Instructions to follow. Return all of the data exactly as given.

Input data.

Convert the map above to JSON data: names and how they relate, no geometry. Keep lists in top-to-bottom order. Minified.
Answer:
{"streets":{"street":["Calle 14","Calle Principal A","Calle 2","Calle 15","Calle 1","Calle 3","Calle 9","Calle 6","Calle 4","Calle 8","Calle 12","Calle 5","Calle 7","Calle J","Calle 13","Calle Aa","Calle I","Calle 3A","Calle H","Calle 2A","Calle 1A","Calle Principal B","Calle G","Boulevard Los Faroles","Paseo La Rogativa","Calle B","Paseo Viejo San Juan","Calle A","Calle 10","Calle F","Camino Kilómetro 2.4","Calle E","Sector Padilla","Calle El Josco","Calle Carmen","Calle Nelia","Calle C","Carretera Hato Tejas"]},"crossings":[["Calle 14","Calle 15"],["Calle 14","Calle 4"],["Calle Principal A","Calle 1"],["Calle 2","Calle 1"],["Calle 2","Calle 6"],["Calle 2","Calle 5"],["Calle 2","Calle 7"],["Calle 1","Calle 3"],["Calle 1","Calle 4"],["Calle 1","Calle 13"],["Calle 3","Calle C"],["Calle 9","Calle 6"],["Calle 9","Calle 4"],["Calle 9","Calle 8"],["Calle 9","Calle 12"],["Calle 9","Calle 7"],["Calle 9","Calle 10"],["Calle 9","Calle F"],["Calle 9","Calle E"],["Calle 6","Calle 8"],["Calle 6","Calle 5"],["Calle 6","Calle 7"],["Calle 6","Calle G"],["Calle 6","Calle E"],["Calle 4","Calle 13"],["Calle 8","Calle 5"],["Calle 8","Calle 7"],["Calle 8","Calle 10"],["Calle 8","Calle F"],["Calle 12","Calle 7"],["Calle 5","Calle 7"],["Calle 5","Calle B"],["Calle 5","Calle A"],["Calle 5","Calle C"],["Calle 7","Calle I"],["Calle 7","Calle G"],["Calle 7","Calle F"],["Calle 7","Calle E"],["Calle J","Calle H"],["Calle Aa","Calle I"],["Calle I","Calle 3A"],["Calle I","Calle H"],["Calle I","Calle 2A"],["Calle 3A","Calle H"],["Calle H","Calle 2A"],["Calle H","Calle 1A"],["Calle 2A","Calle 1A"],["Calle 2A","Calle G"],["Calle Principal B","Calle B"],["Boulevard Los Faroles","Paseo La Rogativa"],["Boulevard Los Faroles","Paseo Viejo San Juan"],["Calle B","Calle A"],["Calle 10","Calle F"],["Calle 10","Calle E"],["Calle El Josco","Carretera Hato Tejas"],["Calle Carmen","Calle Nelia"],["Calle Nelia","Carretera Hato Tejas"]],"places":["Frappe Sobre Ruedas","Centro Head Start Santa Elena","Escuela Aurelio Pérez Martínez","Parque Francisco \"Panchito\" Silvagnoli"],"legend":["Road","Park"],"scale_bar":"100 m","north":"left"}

Task solution.
Convert the map above to JSON data: names and how they relate, no geometry. Keep lists in top-to-bottom order. Minified.
Answer:
{"streets":{"street":["Calle 14","Calle Principal A","Calle 2","Calle 15","Calle 1","Calle 3","Calle 9","Calle 6","Calle 4","Calle 8","Calle 12","Calle 5","Calle 7","Calle J","Calle 13","Calle Aa","Calle I","Calle 3A","Calle H","Calle 2A","Calle 1A","Calle Principal B","Calle G","Boulevard Los Faroles","Paseo La Rogativa","Calle B","Paseo Viejo San Juan","Calle A","Calle 10","Calle F","Camino Kilómetro 2.4","Calle E","Sector Padilla","Calle El Josco","Calle Carmen","Calle Nelia","Calle C","Carretera Hato Tejas"]},"crossings":[["Calle 14","Calle 15"],["Calle 14","Calle 4"],["Calle Principal A","Calle 1"],["Calle 2","Calle 1"],["Calle 2","Calle 6"],["Calle 2","Calle 5"],["Calle 2","Calle 7"],["Calle 1","Calle 3"],["Calle 1","Calle 4"],["Calle 1","Calle 13"],["Calle 3","Calle C"],["Calle 9","Calle 6"],["Calle 9","Calle 4"],["Calle 9","Calle 8"],["Calle 9","Calle 12"],["Calle 9","Calle 7"],["Calle 9","Calle 10"],["Calle 9","Calle F"],["Calle 9","Calle E"],["Calle 6","Calle 8"],["Calle 6","Calle 5"],["Calle 6","Calle 7"],["Calle 6","Calle G"],["Calle 6","Calle E"],["Calle 4","Calle 13"],["Calle 8","Calle 5"],["Calle 8","Calle 7"],["Calle 8","Calle 10"],["Calle 8","Calle F"],["Calle 12","Calle 7"],["Calle 5","Calle 7"],["Calle 5","Calle B"],["Calle 5","Calle A"],["Calle 5","Calle C"],["Calle 7","Calle I"],["Calle 7","Calle G"],["Calle 7","Calle F"],["Calle 7","Calle E"],["Calle J","Calle H"],["Calle Aa","Calle I"],["Calle I","Calle 3A"],["Calle I","Calle H"],["Calle I","Calle 2A"],["Calle 3A","Calle H"],["Calle H","Calle 2A"],["Calle H","Calle 1A"],["Calle 2A","Calle 1A"],["Calle 2A","Calle G"],["Calle Principal B","Calle B"],["Boulevard Los Faroles","Paseo La Rogativa"],["Boulevard Los Faroles","Paseo Viejo San Juan"],["Calle B","Calle A"],["Calle 10","Calle F"],["Calle 10","Calle E"],["Calle El Josco","Carretera Hato Tejas"],["Calle Carmen","Calle Nelia"],["Calle Nelia","Carretera Hato Tejas"]],"places":["Frappe Sobre Ruedas","Centro Head Start Santa Elena","Escuela Aurelio Pérez Martínez","Parque Francisco \"Panchito\" Silvagnoli"],"legend":["Road","Park"],"scale_bar":"100 m","north":"left"}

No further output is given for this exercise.